----- Records provided

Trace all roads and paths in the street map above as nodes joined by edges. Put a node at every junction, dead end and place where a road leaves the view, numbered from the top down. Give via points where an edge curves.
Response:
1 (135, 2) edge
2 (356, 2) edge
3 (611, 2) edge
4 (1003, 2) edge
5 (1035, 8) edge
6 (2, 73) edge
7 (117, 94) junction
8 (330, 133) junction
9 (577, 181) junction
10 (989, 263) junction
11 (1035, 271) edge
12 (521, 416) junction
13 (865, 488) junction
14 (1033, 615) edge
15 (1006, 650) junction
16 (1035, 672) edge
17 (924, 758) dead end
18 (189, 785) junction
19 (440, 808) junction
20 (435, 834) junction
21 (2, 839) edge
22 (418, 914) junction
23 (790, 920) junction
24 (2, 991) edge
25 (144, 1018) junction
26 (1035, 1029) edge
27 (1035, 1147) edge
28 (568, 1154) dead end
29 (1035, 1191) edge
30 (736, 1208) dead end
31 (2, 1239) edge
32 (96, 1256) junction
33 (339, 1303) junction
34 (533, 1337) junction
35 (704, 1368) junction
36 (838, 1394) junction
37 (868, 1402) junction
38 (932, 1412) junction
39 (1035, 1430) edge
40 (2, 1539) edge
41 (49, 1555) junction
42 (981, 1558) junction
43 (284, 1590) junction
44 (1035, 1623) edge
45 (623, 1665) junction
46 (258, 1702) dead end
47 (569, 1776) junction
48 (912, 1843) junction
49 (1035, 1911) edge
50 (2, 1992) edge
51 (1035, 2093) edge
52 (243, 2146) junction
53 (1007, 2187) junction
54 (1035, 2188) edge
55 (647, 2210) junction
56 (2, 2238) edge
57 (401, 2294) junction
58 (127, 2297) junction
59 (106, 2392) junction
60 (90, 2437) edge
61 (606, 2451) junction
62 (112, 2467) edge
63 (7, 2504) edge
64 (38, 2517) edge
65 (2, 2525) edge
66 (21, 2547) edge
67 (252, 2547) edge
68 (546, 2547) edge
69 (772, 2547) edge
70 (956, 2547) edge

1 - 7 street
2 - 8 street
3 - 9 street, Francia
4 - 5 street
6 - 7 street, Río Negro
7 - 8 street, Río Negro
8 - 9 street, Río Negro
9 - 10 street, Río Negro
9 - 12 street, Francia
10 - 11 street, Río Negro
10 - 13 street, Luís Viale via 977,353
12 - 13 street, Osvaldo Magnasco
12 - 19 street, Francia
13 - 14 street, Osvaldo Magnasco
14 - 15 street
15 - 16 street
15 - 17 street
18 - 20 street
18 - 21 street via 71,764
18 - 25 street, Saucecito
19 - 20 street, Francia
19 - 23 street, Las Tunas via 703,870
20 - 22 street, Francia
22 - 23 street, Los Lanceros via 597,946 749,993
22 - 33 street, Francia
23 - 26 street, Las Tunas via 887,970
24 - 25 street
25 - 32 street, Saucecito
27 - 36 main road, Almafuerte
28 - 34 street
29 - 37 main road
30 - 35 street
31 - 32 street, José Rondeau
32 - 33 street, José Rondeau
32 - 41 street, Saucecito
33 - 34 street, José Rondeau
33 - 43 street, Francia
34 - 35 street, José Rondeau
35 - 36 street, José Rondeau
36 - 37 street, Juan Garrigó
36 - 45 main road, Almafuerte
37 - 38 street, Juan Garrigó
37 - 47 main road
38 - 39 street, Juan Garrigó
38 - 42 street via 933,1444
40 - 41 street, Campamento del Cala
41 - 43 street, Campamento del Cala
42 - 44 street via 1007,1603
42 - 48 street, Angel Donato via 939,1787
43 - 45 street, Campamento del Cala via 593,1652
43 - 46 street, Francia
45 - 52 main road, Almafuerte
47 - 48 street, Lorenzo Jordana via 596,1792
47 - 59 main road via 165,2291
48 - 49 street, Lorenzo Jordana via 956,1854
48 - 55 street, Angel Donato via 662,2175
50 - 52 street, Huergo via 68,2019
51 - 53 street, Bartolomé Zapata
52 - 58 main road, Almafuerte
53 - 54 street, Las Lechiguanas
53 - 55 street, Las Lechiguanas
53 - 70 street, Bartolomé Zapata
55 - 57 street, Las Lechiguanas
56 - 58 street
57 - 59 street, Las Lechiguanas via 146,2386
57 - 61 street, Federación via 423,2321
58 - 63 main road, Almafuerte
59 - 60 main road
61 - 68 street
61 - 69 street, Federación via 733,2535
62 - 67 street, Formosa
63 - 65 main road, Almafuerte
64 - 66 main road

----------
----- Records provided

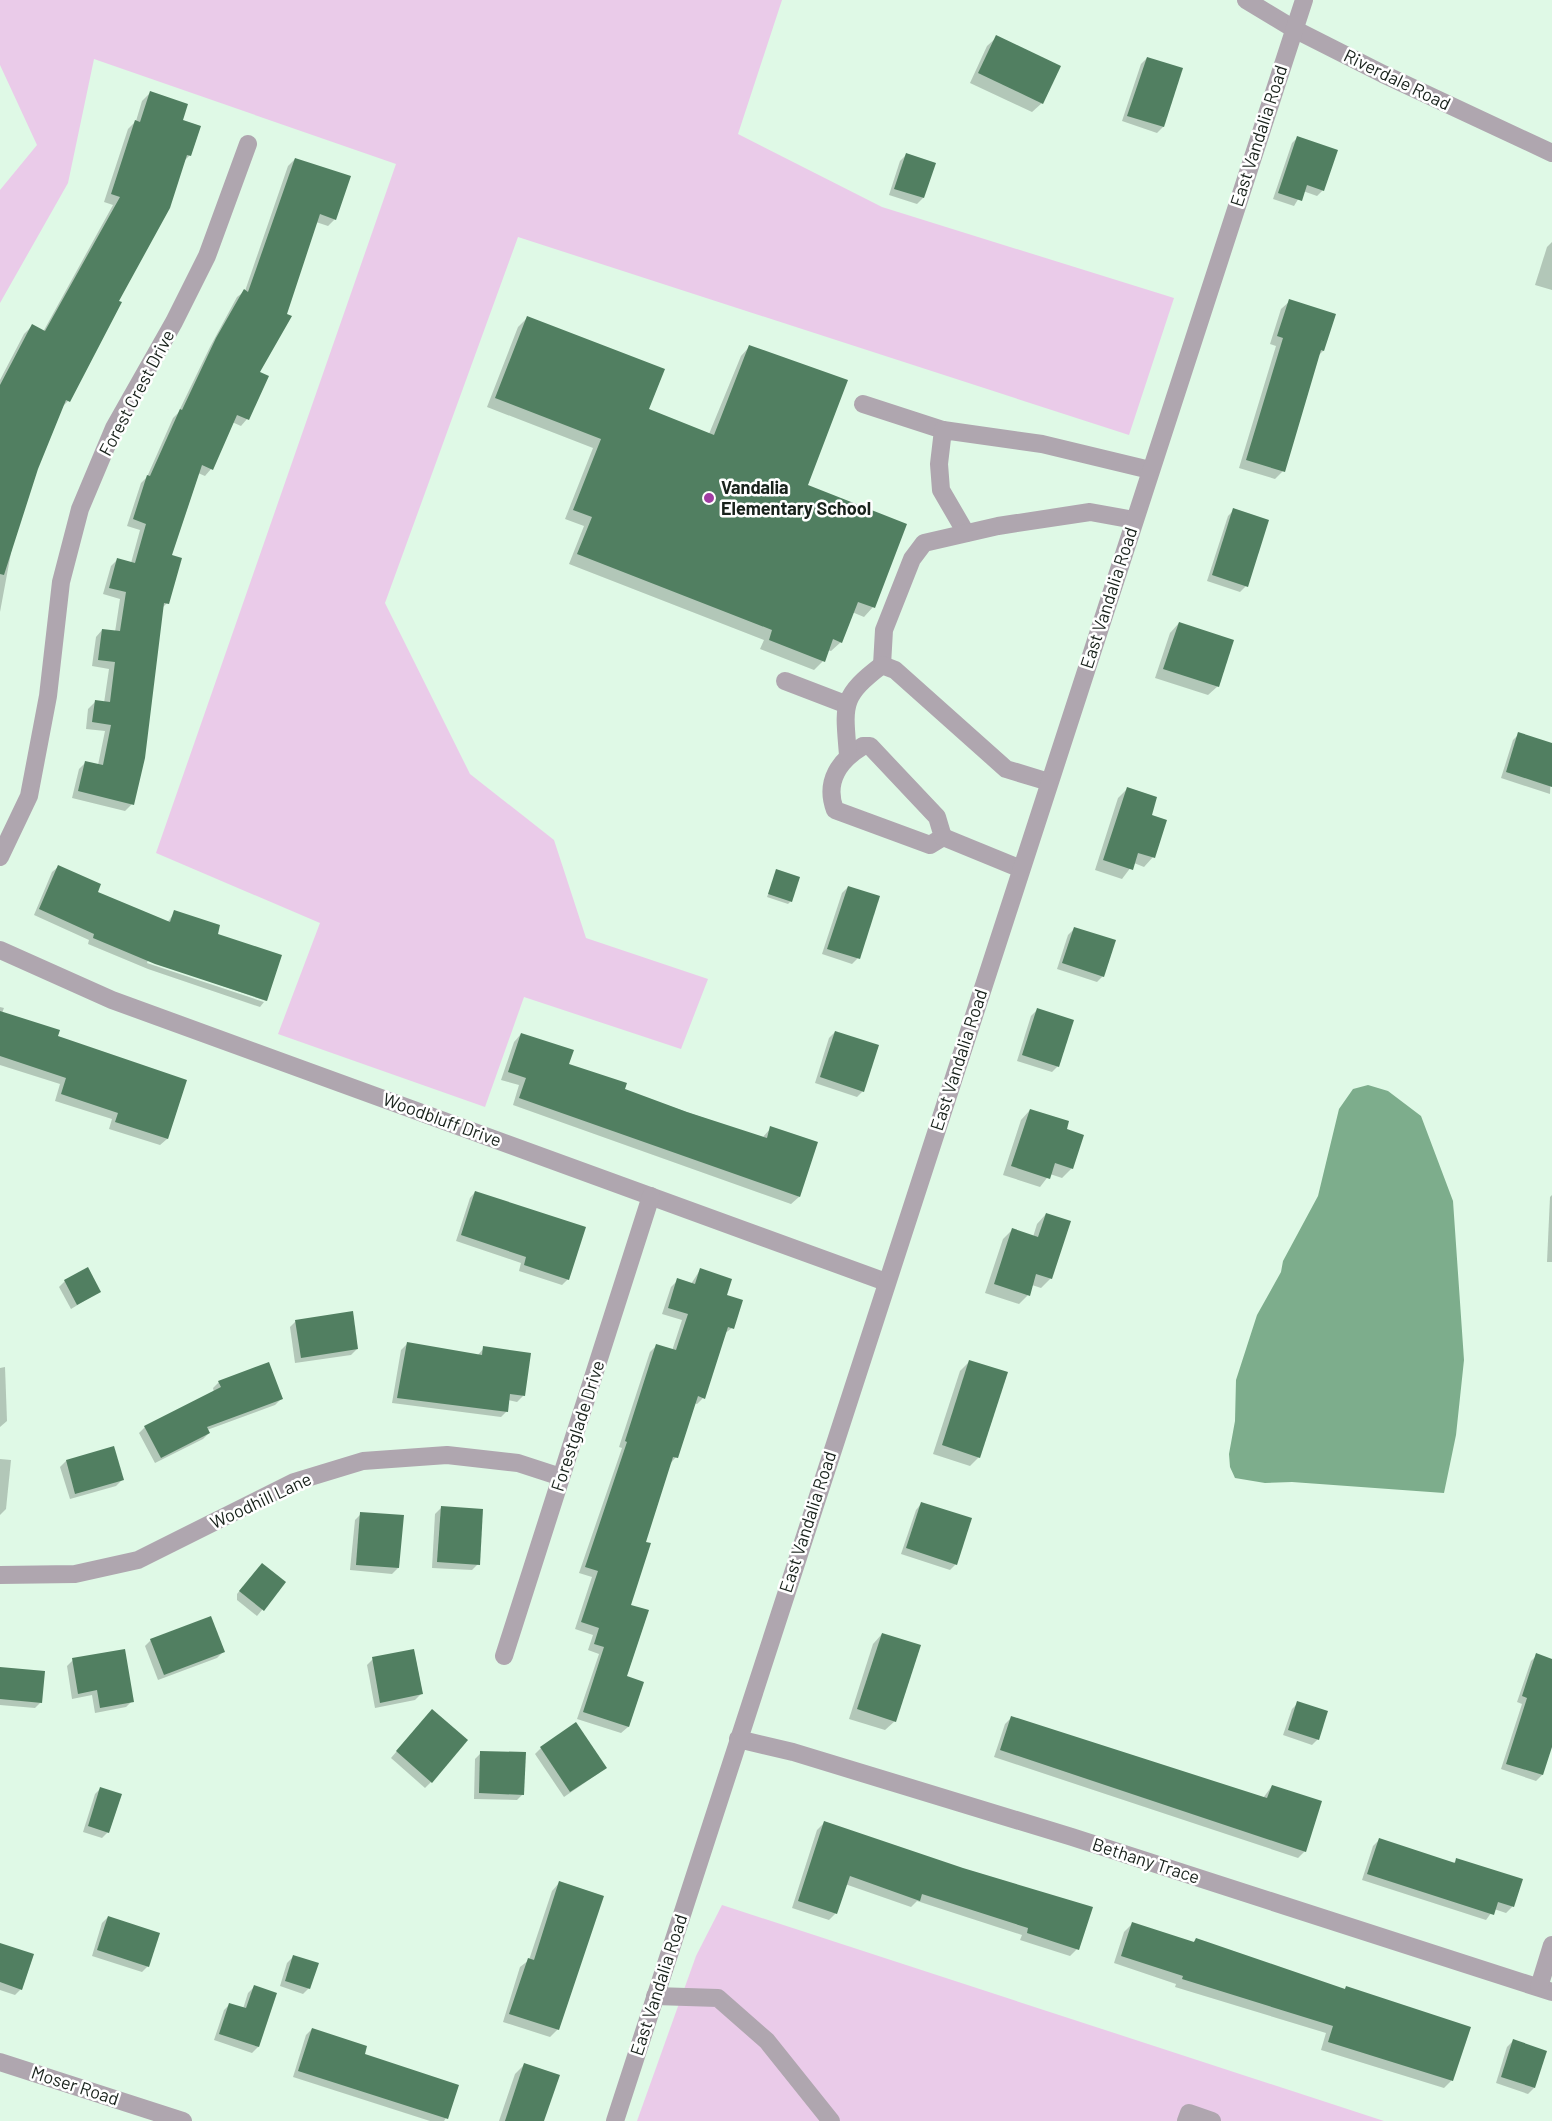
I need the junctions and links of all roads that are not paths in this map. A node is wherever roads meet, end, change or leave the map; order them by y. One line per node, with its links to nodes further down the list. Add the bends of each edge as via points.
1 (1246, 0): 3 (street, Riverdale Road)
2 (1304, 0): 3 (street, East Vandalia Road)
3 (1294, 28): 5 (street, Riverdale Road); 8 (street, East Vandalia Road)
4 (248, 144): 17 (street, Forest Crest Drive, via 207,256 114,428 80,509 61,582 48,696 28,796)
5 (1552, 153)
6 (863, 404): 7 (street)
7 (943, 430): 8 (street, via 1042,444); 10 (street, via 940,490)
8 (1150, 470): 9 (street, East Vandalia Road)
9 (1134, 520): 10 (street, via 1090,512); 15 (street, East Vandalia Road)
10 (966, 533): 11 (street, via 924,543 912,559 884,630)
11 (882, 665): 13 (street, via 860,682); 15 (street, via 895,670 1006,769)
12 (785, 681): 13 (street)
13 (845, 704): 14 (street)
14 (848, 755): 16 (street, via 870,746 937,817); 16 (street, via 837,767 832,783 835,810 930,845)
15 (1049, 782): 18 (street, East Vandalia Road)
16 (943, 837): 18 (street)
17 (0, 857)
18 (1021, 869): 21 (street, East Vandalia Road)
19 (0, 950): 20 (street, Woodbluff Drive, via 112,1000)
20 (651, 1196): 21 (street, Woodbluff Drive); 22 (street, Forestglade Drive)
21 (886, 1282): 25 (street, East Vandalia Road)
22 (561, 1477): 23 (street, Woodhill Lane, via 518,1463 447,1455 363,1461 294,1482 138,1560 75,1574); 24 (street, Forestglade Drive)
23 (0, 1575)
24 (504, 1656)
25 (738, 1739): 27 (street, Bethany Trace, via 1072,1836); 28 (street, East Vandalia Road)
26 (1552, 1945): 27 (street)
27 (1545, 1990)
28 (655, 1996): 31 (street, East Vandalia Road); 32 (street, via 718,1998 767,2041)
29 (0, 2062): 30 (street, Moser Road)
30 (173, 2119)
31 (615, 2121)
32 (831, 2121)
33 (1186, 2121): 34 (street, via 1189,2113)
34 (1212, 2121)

----------

What you are asked to do ->
From the entries above, extract each line containing "paths".

Answer for the task ->
Trace all roads and paths in the street map above as nodes joined by edges. Put a node at every junction, dead end and place where a road leaves the view, numbered from the top down. Give via points where an edge curves.
I need the junctions and links of all roads that are not paths in this map. A node is wherever roads meet, end, change or leave the map; order them by y. One line per node, with its links to nodes further down the list. Add the bends of each edge as via points.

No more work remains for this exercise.